Daarnaast stelt verweerder zich naar het oordeel van de rechtbank terecht op het standpunt dat het artikel van InfoMigrants en het artikel France24 zien op de situatie in en rondom
Parijs. Eiser heeft niet aannemelijk gemaakt dat de situatie zoals wordt beschreven in de artikelen in heel Frankrijk geldt. Het artikel van InfoMigrants ziet verder niet op de situatie van eiser, nu dit onder meer gaat over Dublinclaimanten waarvoor Frankrijk niet verantwoordelijk is en over mensen die zich in Frankrijk niet registreren omdat zij asiel willen aanvragen in Engeland. Uit het artikel van France24 blijkt dat de Franse autoriteiten geïmproviseerde kampen rondom Parijs die zijn opgericht door asielzoekers sluit. Eiser heeft verder niet toegelicht wat dit voor zijn situatie betekent.
7. Tot slot heeft eiser zijn vrees voor (indirect) refoulement op geen enkele wijze onderbouwd. De rechtbank is van oordeel dat, aangezien Frankrijk het terugnameverzoek heeft geaccepteerd, het verzoek van eiser om internationale bescherming in Frankrijk zorgvuldig en in lijn met de genoemde richtlijnen zal worden behandeld. In dit kader geldt eveneens dat indien eiser meent dat Franrijk zijn verplichtingen jegens hem niet naleeft, voor hem de mogelijkheid bestaat om bij de (hogere) autoriteiten aldaar te klagen. Niet gebleken is dat die mogelijkheid voor eiser niet bestaat of bij voorbaat kansloos is. Verweerder heeft zich daarom met een beroep op het interstatelijk vertrouwensbeginsel op het standpunt mogen stellen dat ervan kan worden uitgegaan dat Frankrijk de internationale verplichtingen nakomt. Deze beroepsgrond slaagt niet.
8. Het beroep is ongegrond.
9. Voor een proceskostenveroordeling bestaat geen aanleiding.

Beslissing

De rechtbank verklaart het beroep ongegrond.
Deze uitspraak is gedaan door mr. M. Wolfrat, rechter, in aanwezigheid van mr. A. Vranken, griffier.
Als gevolg van maatregelen rondom het coronavirus is deze uitspraak niet uitgesproken op een openbare uitsprakenzitting.

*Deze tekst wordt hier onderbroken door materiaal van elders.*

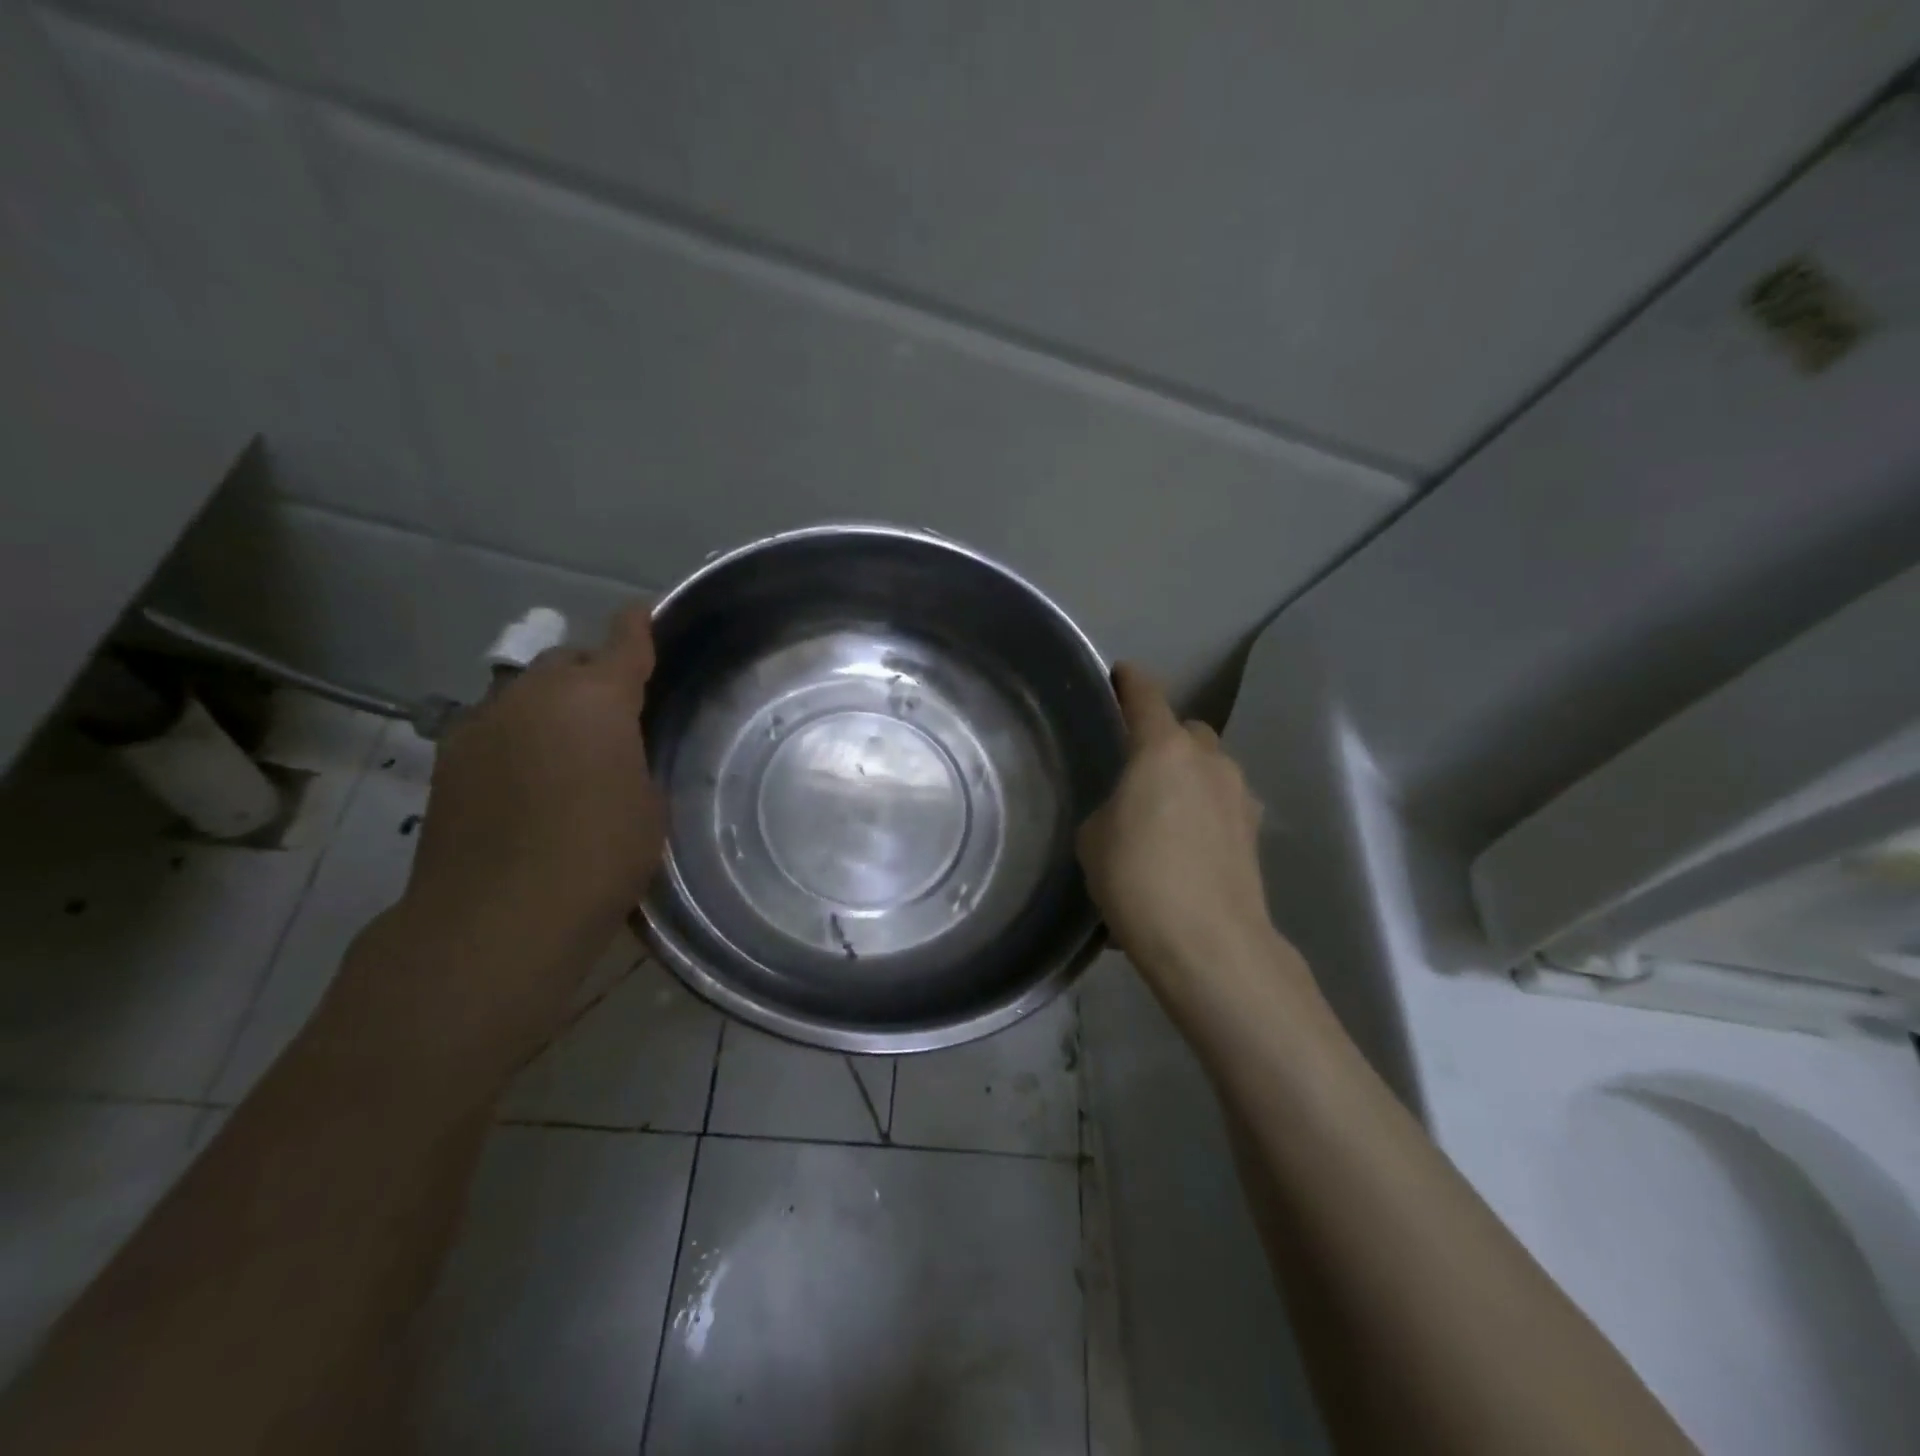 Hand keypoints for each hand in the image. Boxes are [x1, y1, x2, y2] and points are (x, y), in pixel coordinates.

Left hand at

Zodra het openbaar uitspreken weer mogelijk is, wordt deze uitspraak, voor zover nodig, alsnog in het openbaar uitgesproken.
14 mei 2020

Documentcode: [documentnummer]

Rechtsmiddel

Tegen deze uitspraak kan hoger beroep worden ingesteld bij de Afdeling bestuursrechtspraak van de Raad van State binnen één week na de dag van bekendmaking.